La Secretaría de Bienestar del estado informó que durante 2025 se concluyeron cerca de 5 mil obras comunitarias en las 27 microrregiones de Puebla, con una inversión superior a mil millones de pesos, recursos que fueron administrados directamente por las comunidades bajo un modelo de participación ciudadana.
La titular de la dependencia, Laura Artemisa García, detalló que los proyectos abarcaron rubros prioritarios como urbanización, drenaje, recuperación de espacios públicos y mejoramiento de infraestructura social, definidos a partir de las necesidades planteadas por la propia población.
“Lo más relevante es que los recursos fueron manejados por las y los poblanos, con el objetivo de que rindieran al máximo y se destinaran a lo que realmente se necesita en cada región”, explicó la funcionaria, al subrayar que este esquema fortalece la transparencia y la corresponsabilidad social.
2026: más recursos para combatir la marginación y fortalecer la productividad
De cara a 2026, la Secretaría de Bienestar anunció una bolsa inicial de mil 500 millones de pesos para continuar con el programa de obra comunitaria, con un enfoque prioritario en zonas de alta marginación y pobreza. La estrategia, afirmó García, no solo busca atender rezagos inmediatos, sino también impulsar el desarrollo productivo regional.
Entre los ejes que se reforzarán destacan el turismo comunitario, el deporte y la atención a niñas, niños y jóvenes mediante instituciones educativas, con el propósito de generar oportunidades sostenibles y fortalecer el tejido social.

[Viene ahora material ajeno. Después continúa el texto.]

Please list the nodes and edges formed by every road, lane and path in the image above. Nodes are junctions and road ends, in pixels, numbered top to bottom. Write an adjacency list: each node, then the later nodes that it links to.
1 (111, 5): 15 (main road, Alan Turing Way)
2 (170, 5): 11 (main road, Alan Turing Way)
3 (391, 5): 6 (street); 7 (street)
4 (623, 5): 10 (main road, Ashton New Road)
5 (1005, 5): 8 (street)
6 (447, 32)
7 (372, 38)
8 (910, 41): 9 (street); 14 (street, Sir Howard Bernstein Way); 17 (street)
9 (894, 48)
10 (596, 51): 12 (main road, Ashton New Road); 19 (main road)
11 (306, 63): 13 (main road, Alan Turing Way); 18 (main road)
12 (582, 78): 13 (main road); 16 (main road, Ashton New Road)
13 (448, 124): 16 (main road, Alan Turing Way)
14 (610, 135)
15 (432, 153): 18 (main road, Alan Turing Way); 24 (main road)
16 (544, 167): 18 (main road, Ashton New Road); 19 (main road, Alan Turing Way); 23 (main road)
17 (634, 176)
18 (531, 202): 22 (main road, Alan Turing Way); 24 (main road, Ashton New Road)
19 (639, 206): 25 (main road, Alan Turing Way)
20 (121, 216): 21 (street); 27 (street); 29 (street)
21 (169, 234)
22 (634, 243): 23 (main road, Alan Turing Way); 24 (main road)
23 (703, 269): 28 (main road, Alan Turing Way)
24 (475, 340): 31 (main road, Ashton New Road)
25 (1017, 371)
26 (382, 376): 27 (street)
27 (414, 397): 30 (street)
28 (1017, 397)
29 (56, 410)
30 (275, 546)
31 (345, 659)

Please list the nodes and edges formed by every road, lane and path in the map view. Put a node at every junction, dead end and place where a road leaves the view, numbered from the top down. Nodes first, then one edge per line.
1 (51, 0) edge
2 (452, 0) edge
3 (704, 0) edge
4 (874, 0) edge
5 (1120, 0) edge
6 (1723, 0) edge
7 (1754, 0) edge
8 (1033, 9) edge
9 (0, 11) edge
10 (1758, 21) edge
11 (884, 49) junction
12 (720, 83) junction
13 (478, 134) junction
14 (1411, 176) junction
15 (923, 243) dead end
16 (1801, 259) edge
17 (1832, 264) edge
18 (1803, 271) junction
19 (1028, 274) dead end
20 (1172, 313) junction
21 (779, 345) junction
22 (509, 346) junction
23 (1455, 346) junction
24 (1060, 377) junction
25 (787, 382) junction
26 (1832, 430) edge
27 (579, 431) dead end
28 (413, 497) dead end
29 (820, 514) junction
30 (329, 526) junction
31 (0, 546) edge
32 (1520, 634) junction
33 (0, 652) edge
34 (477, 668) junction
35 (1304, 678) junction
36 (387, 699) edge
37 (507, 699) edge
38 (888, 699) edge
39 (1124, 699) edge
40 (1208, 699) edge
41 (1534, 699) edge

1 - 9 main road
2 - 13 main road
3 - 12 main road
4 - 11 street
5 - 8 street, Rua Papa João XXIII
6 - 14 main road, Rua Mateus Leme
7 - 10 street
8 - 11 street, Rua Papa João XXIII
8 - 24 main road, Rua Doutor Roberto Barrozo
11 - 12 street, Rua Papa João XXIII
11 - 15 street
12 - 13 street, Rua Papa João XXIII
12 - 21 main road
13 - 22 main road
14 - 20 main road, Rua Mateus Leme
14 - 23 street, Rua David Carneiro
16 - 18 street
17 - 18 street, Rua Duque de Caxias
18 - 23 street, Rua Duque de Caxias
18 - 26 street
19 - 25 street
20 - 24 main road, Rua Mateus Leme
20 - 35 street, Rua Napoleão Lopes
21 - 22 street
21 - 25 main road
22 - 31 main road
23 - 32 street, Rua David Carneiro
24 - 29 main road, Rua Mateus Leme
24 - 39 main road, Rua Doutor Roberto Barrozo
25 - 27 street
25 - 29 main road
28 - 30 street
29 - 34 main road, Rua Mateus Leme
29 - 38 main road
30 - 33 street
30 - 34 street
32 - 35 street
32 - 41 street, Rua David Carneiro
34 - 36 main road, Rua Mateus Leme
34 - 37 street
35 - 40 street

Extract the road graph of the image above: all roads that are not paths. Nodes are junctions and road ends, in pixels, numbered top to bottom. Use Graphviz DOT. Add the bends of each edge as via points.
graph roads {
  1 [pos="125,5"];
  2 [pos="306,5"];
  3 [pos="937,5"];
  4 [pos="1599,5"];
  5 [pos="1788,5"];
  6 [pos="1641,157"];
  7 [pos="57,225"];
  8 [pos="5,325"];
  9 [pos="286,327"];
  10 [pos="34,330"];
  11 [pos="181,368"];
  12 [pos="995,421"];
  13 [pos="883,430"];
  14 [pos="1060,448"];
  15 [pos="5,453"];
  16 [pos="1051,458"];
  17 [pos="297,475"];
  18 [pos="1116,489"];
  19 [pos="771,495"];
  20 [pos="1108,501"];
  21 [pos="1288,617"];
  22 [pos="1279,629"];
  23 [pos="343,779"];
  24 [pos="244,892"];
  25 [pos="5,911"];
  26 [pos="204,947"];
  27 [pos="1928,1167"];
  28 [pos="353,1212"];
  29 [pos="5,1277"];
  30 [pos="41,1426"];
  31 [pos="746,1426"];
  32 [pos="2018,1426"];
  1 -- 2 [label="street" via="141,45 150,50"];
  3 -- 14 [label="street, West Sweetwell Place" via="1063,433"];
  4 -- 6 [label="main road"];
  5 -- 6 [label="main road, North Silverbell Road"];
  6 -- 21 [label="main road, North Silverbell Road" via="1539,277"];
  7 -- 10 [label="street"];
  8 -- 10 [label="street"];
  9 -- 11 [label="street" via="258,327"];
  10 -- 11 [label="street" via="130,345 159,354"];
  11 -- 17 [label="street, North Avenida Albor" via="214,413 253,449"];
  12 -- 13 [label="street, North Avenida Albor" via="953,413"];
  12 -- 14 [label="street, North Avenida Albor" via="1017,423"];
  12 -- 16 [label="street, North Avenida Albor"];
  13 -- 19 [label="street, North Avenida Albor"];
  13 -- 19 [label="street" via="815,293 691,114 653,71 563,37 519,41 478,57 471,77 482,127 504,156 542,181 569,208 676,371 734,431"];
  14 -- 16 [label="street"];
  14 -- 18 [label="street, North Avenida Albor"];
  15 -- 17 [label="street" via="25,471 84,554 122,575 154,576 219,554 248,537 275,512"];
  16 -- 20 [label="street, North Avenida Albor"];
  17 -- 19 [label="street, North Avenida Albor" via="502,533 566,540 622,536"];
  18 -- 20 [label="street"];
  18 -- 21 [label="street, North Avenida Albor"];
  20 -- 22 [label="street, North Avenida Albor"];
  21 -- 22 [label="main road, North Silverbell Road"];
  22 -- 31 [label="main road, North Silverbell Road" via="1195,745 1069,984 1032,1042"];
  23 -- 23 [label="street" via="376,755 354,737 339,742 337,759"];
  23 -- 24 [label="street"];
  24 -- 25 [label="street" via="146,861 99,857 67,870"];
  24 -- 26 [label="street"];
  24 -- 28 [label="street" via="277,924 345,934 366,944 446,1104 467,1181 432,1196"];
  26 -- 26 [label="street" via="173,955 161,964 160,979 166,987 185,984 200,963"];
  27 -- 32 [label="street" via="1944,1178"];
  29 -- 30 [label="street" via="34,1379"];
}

“Queremos que la obra comunitaria no se limite a resolver problemas urgentes, sino que también fortalezca las actividades económicas y sociales de cada región”, señaló.
Presencia en todo el estado
La Secretaría de Bienestar aseguró que el programa continuará llegando a todas las regiones del estado a través de su red de delegadas y delegados, garantizando que los proyectos respondan a las prioridades locales y mantengan el enfoque social que ha caracterizado al esquema.
Con esta inversión y el modelo de participación ciudadana, Puebla consolida una política pública orientada a reducir brechas de desigualdad, mejorar la infraestructura básica y promover el desarrollo comunitario en todo el territorio estatal.